* [EXERCISE]
Only the number is wanted: how many lines in the data contain "symbols"?

* [INFORMATION GIVEN]
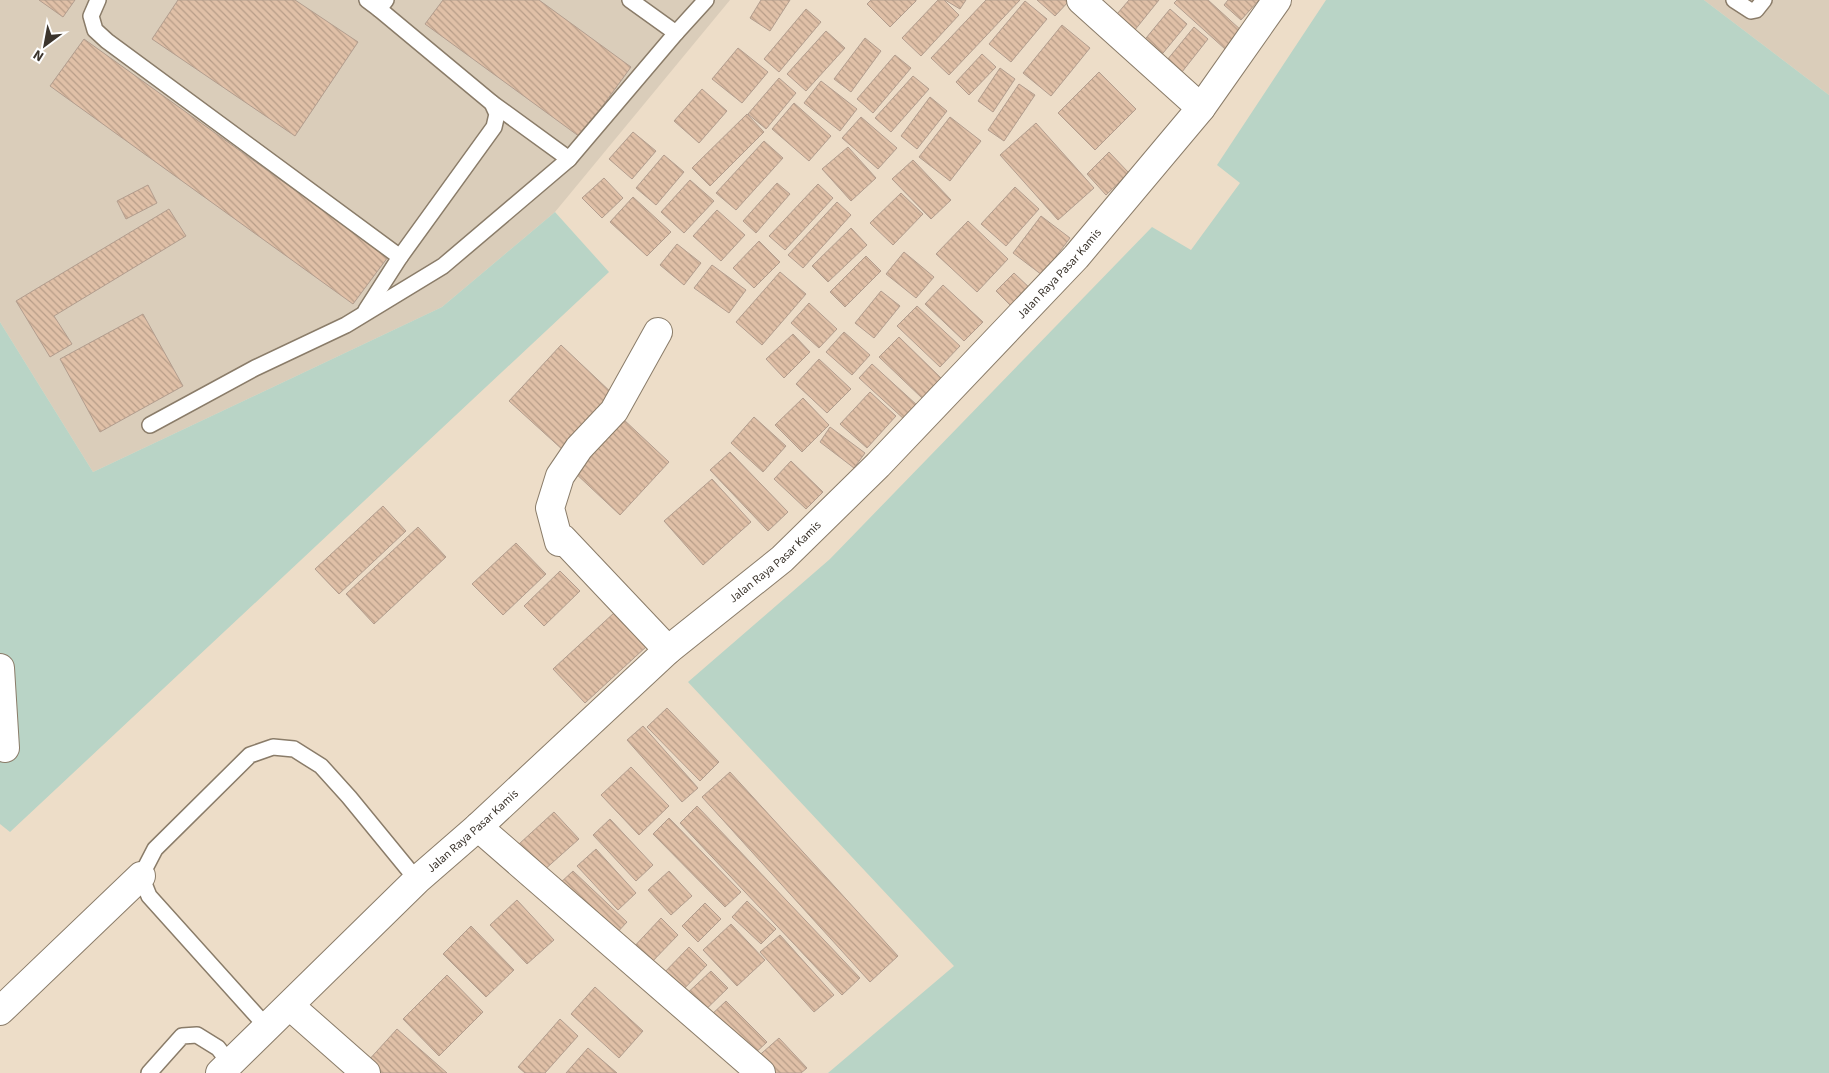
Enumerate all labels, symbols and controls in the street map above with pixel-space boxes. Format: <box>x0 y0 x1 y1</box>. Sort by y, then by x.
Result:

---

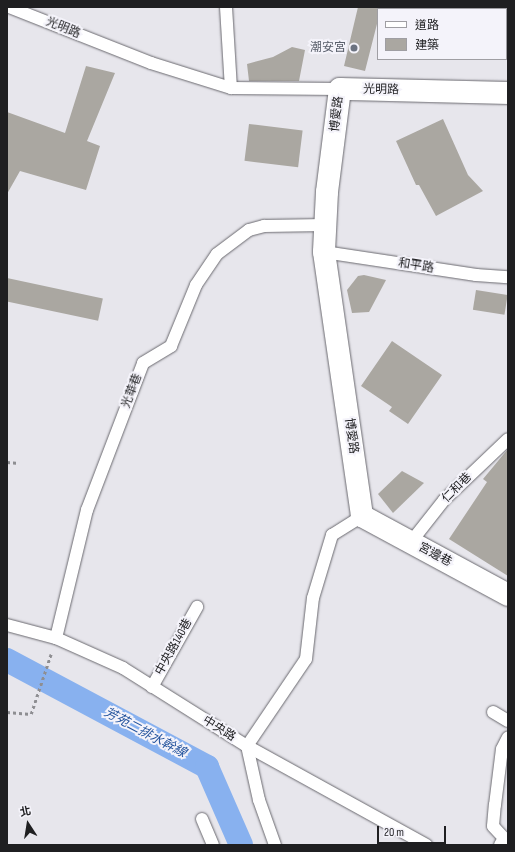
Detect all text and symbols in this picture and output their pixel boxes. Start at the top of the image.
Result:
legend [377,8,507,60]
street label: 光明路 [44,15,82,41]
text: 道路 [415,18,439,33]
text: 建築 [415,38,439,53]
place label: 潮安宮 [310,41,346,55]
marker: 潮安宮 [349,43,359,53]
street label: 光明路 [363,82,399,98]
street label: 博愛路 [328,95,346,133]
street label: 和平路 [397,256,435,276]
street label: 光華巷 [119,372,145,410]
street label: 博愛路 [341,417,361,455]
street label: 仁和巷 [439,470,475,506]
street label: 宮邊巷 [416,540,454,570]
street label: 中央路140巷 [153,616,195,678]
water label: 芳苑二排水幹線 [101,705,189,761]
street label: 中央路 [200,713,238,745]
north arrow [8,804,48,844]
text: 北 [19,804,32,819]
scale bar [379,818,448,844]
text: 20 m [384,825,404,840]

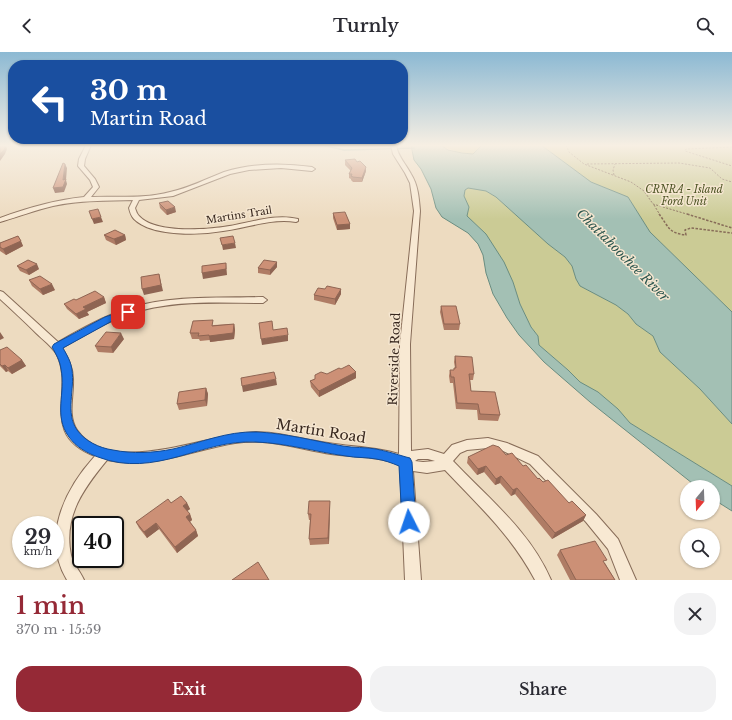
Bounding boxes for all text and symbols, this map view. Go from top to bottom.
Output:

* [EXPECTED ANSWER]
3